Неподалеку от Неаполя есть маленький городок Нола. В городе были казармы драгунского полка. Старые драгуны помнили далекую северную страну, с которой пришлось столкнуться дважды: за Альпами в качестве побежденных, в московских снегах в качестве победителей. Испытав в жизни много, эти люди сами были готовы на многое, а самое заветное их желание – это было увидеть Италию свободной страной. Люди, жившие на Апеннинском полуострове, говорили одним языком, но делились на десятки государств, враждовавших друг с другом, благодаря искусственно подогретой вражде. Австрия была главной владетельницей Италии.
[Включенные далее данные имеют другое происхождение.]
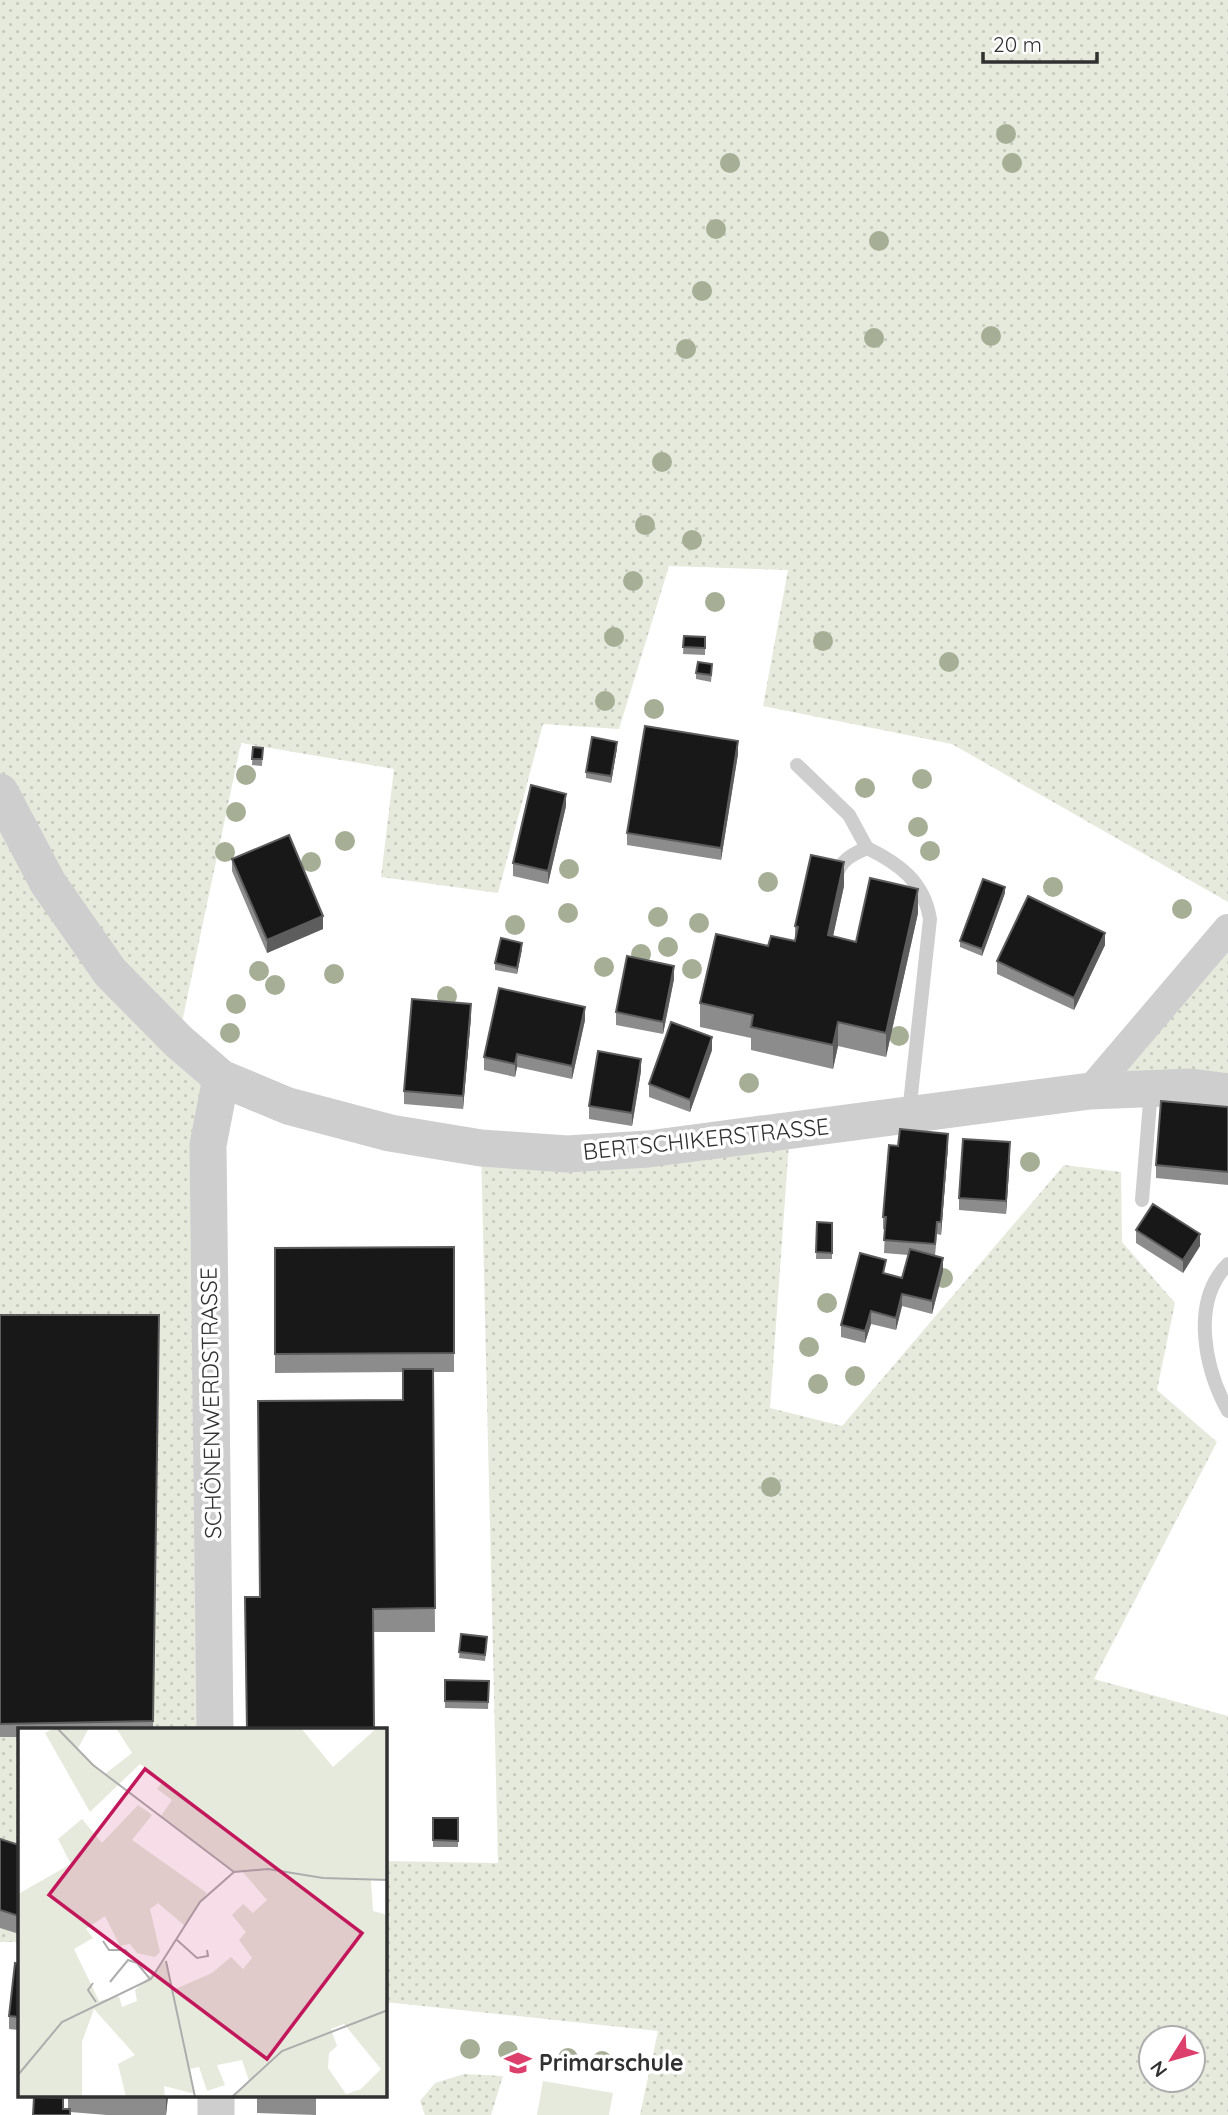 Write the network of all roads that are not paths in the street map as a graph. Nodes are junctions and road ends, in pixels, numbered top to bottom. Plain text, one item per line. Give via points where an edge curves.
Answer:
1 (797, 765) dead end
2 (0, 792) edge
3 (867, 848) junction
4 (835, 883) edge
5 (1228, 929) edge
6 (221, 1078) junction
7 (1151, 1089) junction
8 (1090, 1091) junction
9 (1228, 1092) edge
10 (908, 1115) junction
11 (1142, 1200) dead end
12 (1228, 1264) edge
13 (1228, 1411) edge
14 (215, 1728) edge

1 - 3 lane via 849,815
2 - 6 street, BERTSCHIKERSTRASSE via 48,883 110,972
3 - 4 lane via 844,861
3 - 10 lane via 904,869 928,905
5 - 8 street
6 - 10 street, BERTSCHIKERSTRASSE via 288,1106 390,1133 567,1154 648,1149
6 - 14 street, SCHÖNENWERDSTRASSE via 208,1145
7 - 8 street, BERTSCHIKERSTRASSE
7 - 9 street, BERTSCHIKERSTRASSE via 1191,1087
7 - 11 lane
8 - 10 street, BERTSCHIKERSTRASSE
12 - 13 lane via 1208,1297 1204,1327 1217,1390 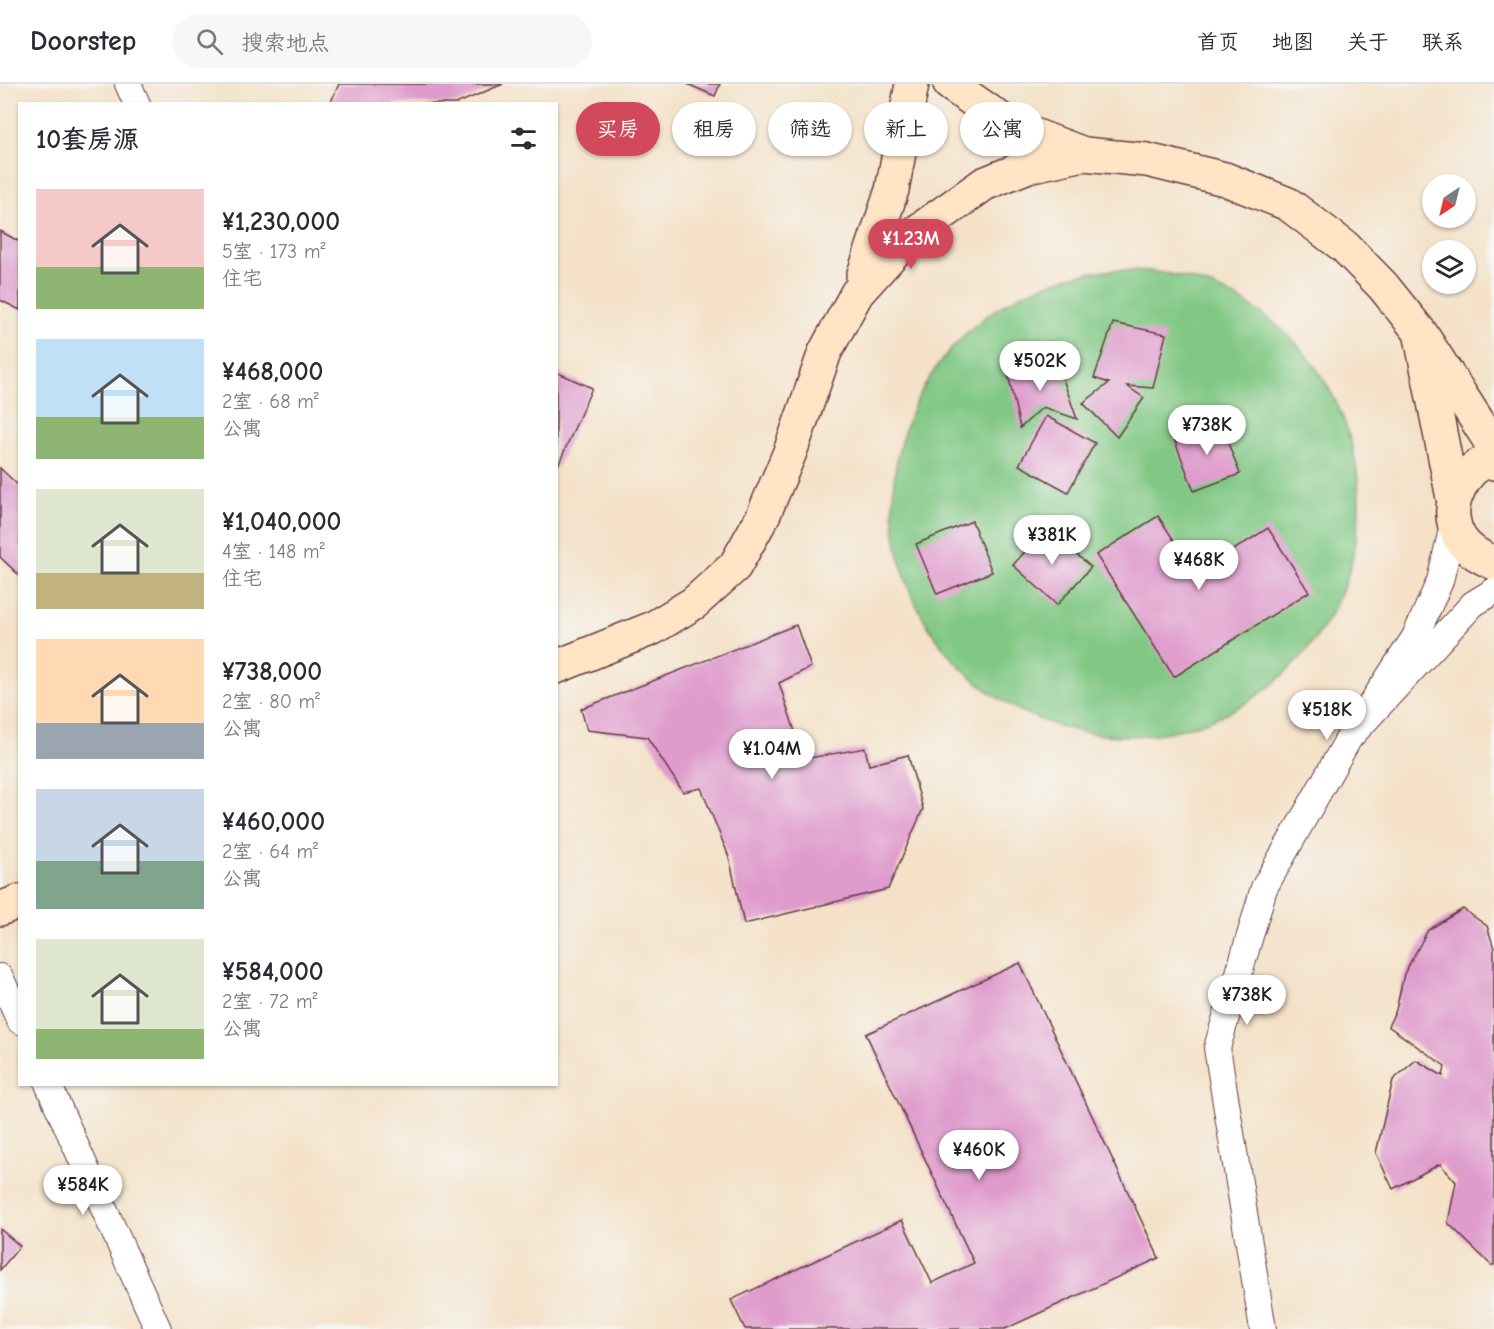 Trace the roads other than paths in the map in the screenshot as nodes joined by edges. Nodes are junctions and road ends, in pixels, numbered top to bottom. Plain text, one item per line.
1 (128, 84) edge
2 (912, 84) edge
3 (950, 84) edge
4 (136, 102) edge
5 (1084, 154) junction
6 (857, 293) junction
7 (1420, 332) junction
8 (1494, 447) edge
9 (1494, 462) edge
10 (1454, 512) junction
11 (1494, 563) edge
12 (1494, 591) edge
13 (558, 666) edge
14 (1349, 738) junction
15 (18, 902) edge
16 (0, 909) edge
17 (0, 977) edge
18 (18, 1017) edge
19 (49, 1086) edge
20 (158, 1329) edge
21 (1263, 1329) edge

1 - 4 street
2 - 6 main road
3 - 5 main road
5 - 6 main road
5 - 7 main road
6 - 13 main road
7 - 8 main road
7 - 10 main road
9 - 10 main road
10 - 11 main road
10 - 14 street
12 - 14 street
14 - 21 street
15 - 16 main road
17 - 18 street
19 - 20 street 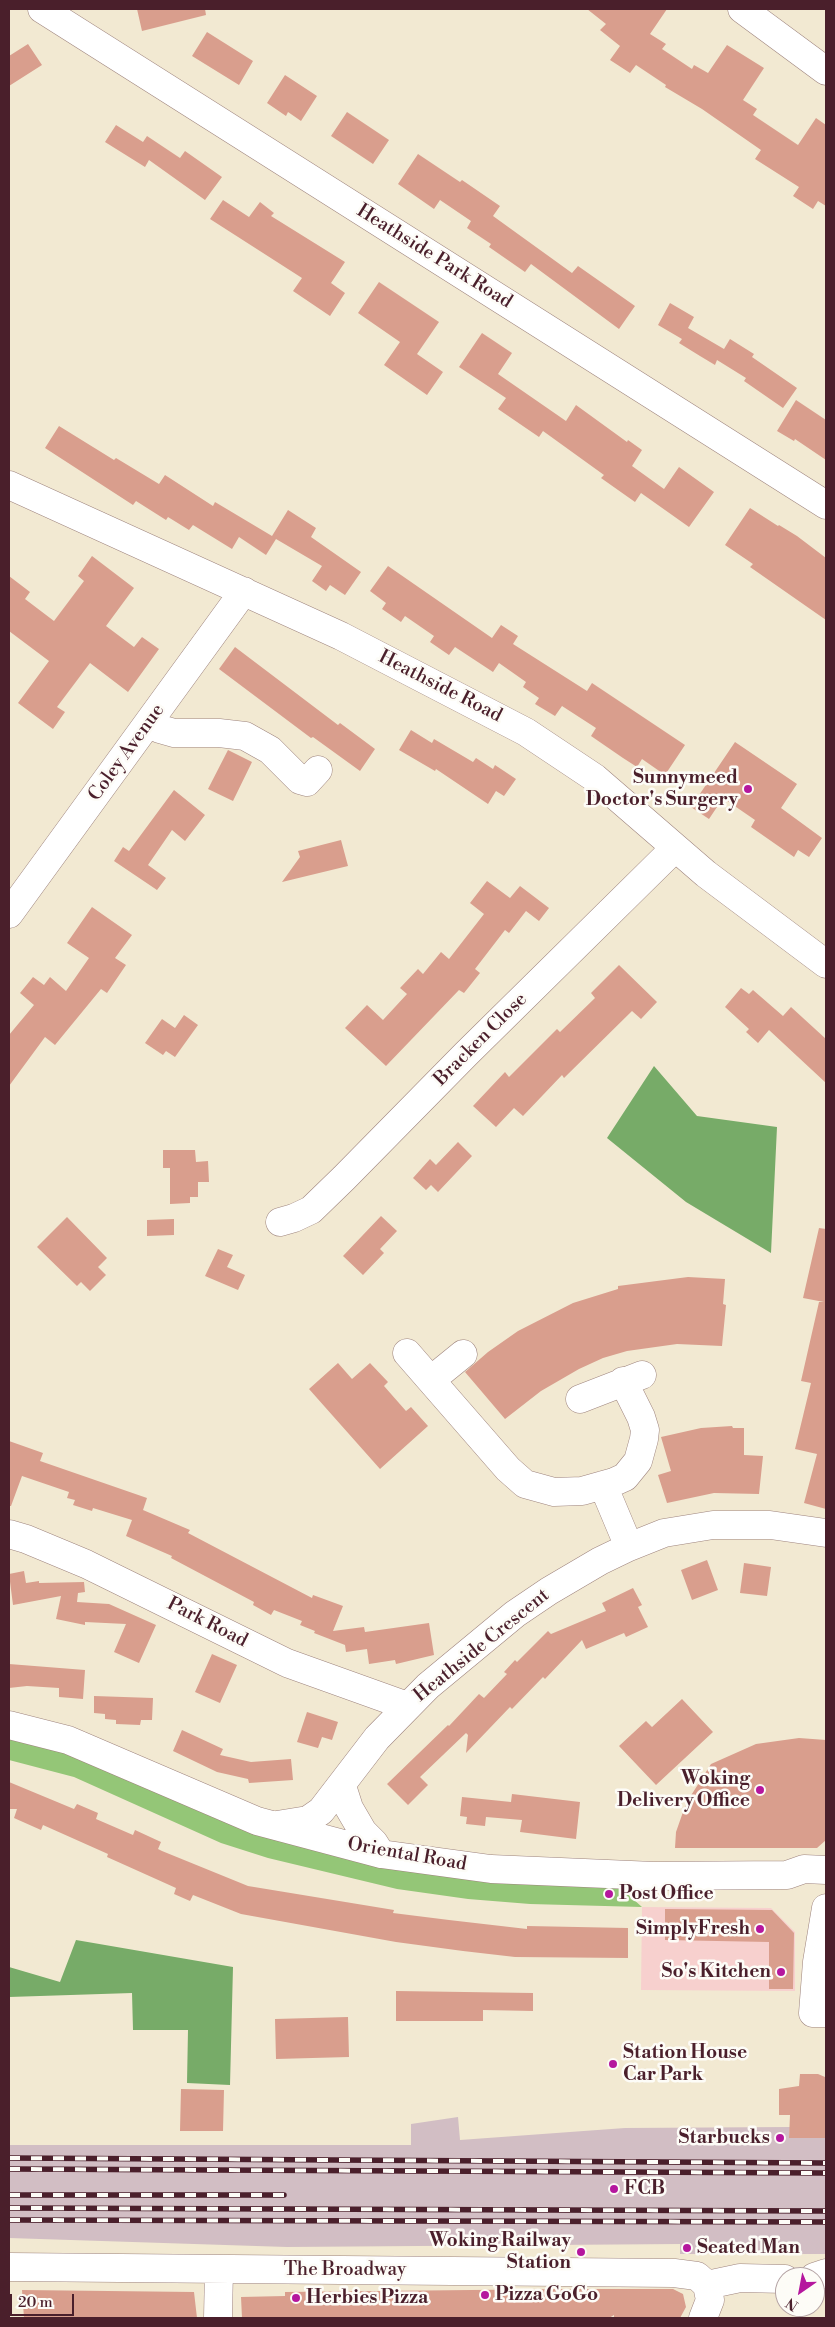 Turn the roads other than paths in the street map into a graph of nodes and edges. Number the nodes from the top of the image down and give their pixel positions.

Она диктовала мир и войну, она брала налоги, она под разными предлогами заставляла мирных крестьян в долинах и пастухов в горах работать на себя. Австрия в Италии все разъединяла и надо всем властвовала. Для борьбы с этой политикой поработительницы Италия пошла на организацию тайного общества. Оно было названо союзом угольщиков, по-итальянски «карбонарии». Эти угольщики повсюду имели свои организации – венты, баракки, форесты, мелкие и крупные объединения. Вента состояла из двадцати человек, и только один из них был связан с вентой другого места. В глухих лесах, где жгли уголь, устраивались сходки, сговаривались о сроках и способах связи. Так постепенно разъединенная сверху Италия объединялась в низах и подпольях. Самое большое и самое тесное объединение представляли собою войска. Ненавистные для Италии имена полков не делали солдат враждебными своей стране. Поэтому в тот день, когда драгуны получили известие об испанской революции, о том, что «Риего и Квирога подняли восстание во имя свободы своей страны», офицеры и солдаты Бурбонского драгунского полка в ноланских казармах не выдержали и, быстро поседлав лошадей, полетели в Неаполь. Они выстроились перед дворцом короля; во мгновение ока по сигналу присоединились к ним восемь тысяч карбонариев. Криками они вызвали Фердинанда на балкон и потребовали от него отречения или признания прав народа. С этого дня началась итальянская революция. Движение перекинулось на север, перевороты совершались повсюду, и эти события вызвали тревогу в сердцах самодержавных государей севера.

* * *

В Царском Селе, в маленькой комнатке, обитой палевым штофом, с светло-голубыми, почти стальными карнизами из шелка и панелями серого цвета, на маленьких, почти игрушечных креслах, за маленьким столом из серого полированного мрамора сидели друг против друга Александр и Аракчеев. Серые фарфоровые чашки с густым переваренным чаем стояли перед ними. Александр любил этот напиток, отбивающий сон. Аракчеев делал вид, что тоже любит, хотя в своем Грузине, новгородском имении, в такие вечера предпочитал выпить с любовницей Настасьей Минкиной стакан анисовой водки, укрепляющей мужественность.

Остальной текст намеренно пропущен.